#### What the task asks:
Run through the records and, wherever a line holds the word "main", return that line.

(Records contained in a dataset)
----
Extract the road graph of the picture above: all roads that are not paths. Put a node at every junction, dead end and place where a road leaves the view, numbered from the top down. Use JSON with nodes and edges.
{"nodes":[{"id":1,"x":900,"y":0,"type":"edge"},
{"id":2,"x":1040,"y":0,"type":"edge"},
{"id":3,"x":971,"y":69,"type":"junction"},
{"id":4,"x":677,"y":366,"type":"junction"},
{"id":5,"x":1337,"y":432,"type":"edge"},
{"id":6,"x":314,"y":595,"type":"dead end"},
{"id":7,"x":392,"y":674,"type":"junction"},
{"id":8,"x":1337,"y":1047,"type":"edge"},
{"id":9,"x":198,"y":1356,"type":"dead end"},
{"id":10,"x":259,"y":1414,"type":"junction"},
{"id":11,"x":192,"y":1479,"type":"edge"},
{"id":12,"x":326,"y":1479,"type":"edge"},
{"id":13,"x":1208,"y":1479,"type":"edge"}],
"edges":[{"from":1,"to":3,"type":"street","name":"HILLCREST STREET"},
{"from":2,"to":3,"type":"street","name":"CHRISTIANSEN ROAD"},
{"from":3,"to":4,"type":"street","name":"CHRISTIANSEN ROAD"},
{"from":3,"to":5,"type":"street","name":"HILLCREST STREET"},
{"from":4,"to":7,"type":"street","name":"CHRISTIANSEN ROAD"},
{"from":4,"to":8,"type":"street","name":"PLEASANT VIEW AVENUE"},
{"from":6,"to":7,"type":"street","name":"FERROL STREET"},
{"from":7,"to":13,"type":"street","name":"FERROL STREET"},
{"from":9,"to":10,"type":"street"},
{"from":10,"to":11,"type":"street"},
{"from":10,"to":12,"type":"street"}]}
----
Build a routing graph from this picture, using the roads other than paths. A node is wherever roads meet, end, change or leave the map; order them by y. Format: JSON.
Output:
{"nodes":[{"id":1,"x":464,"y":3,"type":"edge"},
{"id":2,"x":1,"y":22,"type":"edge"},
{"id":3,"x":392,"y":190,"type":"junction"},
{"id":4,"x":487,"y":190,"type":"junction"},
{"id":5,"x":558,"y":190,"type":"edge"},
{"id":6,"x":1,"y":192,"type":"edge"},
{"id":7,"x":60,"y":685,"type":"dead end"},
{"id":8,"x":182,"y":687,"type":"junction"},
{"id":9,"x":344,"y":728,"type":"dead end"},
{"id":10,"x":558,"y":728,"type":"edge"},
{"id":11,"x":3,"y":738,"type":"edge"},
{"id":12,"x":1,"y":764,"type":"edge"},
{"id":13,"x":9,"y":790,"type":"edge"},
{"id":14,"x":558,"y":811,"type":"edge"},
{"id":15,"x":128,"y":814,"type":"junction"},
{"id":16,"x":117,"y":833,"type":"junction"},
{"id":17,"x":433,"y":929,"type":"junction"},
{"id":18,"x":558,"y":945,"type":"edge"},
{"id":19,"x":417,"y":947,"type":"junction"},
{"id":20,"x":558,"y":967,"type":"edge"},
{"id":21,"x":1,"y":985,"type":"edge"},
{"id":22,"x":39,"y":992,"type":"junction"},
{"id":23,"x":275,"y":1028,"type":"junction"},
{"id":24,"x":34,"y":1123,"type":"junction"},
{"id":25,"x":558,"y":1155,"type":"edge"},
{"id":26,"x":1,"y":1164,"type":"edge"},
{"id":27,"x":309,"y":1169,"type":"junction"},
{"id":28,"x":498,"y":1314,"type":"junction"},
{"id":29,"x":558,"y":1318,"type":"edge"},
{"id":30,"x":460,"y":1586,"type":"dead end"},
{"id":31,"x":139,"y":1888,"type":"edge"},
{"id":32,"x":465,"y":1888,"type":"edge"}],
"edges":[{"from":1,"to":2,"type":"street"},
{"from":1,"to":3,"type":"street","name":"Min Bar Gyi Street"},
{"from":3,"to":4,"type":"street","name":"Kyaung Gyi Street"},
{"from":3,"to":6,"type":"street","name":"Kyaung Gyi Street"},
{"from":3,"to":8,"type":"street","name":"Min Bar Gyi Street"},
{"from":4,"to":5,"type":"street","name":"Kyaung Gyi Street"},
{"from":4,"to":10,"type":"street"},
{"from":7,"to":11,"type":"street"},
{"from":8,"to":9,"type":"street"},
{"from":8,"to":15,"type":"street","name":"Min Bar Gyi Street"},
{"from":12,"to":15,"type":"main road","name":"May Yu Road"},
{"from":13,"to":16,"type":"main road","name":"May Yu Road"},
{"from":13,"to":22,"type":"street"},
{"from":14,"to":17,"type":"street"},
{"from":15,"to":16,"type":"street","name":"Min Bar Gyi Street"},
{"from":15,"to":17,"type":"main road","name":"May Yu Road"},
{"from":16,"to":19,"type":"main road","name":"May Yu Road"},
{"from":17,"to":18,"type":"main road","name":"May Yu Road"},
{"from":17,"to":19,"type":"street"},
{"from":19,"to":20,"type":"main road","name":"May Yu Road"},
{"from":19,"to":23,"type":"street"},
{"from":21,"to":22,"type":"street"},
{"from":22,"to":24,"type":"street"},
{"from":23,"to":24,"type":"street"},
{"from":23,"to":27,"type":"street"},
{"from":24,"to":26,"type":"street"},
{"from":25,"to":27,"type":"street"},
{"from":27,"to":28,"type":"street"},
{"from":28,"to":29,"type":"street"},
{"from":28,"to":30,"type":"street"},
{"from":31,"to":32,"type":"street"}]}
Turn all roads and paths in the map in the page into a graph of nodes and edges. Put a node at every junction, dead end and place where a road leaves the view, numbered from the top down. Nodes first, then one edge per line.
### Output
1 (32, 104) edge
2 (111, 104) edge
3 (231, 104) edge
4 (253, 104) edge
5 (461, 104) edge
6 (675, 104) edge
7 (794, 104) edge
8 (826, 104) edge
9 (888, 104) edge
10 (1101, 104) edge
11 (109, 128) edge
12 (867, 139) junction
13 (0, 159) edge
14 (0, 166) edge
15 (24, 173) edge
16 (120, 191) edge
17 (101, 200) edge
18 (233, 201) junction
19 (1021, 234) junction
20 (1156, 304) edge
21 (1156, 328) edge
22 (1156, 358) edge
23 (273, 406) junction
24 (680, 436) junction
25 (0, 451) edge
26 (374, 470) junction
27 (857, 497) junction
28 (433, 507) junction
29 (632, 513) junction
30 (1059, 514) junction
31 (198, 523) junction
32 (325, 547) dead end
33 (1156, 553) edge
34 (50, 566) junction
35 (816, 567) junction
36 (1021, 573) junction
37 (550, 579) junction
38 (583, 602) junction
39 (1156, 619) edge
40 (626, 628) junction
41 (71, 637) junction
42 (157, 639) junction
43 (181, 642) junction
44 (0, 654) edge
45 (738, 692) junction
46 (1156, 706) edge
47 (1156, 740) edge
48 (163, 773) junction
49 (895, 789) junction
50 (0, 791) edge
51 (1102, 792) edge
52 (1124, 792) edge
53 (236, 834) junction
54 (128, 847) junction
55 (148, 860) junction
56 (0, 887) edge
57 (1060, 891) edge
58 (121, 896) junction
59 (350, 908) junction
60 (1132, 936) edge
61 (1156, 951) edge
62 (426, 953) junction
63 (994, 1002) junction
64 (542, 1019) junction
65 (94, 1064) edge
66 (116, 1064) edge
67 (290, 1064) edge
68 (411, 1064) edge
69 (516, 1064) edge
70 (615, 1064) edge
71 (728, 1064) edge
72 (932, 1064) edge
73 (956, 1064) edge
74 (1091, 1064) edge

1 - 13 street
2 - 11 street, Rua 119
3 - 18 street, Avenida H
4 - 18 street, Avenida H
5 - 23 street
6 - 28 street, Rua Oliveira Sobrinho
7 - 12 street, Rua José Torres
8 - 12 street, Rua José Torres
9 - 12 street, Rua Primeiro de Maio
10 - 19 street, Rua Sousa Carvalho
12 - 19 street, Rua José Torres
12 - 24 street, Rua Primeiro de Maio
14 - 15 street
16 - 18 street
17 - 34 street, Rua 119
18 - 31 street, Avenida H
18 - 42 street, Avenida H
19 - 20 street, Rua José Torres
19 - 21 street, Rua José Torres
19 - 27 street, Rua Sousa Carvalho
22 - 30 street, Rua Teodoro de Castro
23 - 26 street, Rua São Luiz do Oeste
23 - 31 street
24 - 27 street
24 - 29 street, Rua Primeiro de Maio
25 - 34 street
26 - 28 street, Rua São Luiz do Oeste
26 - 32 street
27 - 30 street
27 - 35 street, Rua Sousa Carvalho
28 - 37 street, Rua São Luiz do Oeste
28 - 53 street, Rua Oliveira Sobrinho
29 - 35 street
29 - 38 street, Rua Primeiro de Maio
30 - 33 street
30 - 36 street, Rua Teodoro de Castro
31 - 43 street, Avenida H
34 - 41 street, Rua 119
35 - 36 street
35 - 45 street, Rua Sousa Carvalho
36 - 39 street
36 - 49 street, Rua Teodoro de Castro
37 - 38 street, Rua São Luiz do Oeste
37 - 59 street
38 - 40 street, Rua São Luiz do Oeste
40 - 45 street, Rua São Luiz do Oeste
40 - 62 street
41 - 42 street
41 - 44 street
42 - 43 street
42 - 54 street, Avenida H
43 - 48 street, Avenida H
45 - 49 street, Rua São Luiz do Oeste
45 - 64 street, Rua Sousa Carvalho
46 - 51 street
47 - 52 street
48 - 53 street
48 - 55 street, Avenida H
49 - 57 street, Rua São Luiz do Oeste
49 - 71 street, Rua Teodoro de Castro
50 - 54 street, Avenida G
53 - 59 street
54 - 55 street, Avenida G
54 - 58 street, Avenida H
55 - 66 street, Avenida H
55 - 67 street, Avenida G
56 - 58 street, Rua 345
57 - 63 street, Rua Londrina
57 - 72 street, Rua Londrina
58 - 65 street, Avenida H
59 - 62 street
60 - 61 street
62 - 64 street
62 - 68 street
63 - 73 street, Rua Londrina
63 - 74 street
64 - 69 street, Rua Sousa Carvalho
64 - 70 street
----
#### Solution for this problem:
{"from":12,"to":15,"type":"main road","name":"May Yu Road"},
{"from":13,"to":16,"type":"main road","name":"May Yu Road"},
{"from":15,"to":17,"type":"main road","name":"May Yu Road"},
{"from":16,"to":19,"type":"main road","name":"May Yu Road"},
{"from":17,"to":18,"type":"main road","name":"May Yu Road"},
{"from":19,"to":20,"type":"main road","name":"May Yu Road"},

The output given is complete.